**WORK REQUIRED**
Restate every line of the material below word for word, skipping the images.

**EXTRACTED DATA**
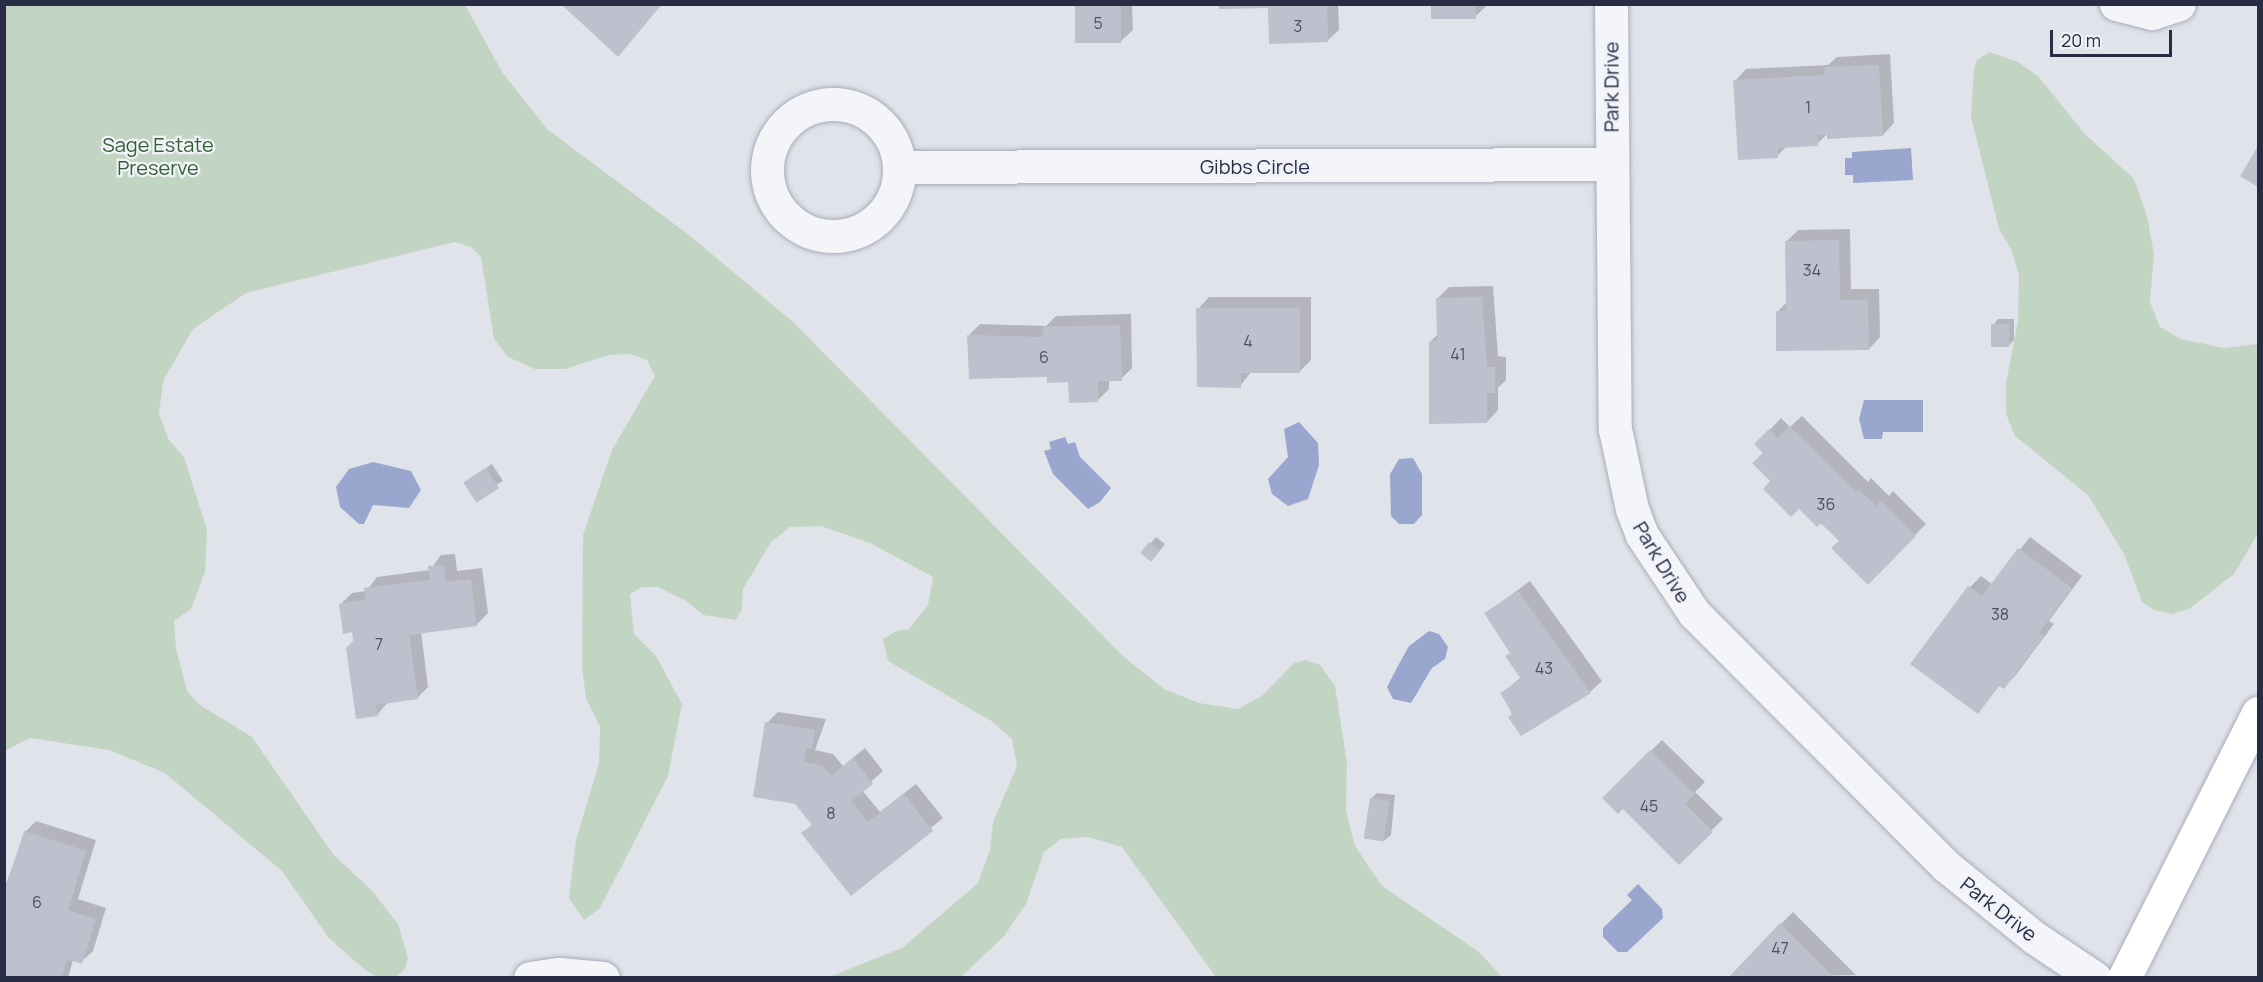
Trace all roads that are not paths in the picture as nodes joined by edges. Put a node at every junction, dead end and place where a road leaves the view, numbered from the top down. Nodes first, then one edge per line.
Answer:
1 (1611, 4) edge
2 (2116, 4) edge
3 (2179, 4) edge
4 (1611, 164) junction
5 (899, 167) junction
6 (2259, 713) edge
7 (530, 978) edge
8 (603, 978) edge
9 (2095, 978) edge
10 (2124, 978) edge

1 - 4 street, Park Drive
2 - 3 street
4 - 5 street, Gibbs Circle
4 - 9 street, Park Drive
5 - 5 street
6 - 10 main road
7 - 8 street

**RESULT BELOW**
Trace all roads that are not paths in the picture as nodes joined by edges. Put a node at every junction, dead end and place where a road leaves the view, numbered from the top down. Nodes first, then one edge per line.
Answer:
1 (1611, 4) edge
2 (2116, 4) edge
3 (2179, 4) edge
4 (1611, 164) junction
5 (899, 167) junction
6 (2259, 713) edge
7 (530, 978) edge
8 (603, 978) edge
9 (2095, 978) edge
10 (2124, 978) edge

1 - 4 street, Park Drive
2 - 3 street
4 - 5 street, Gibbs Circle
4 - 9 street, Park Drive
5 - 5 street
6 - 10 main road
7 - 8 street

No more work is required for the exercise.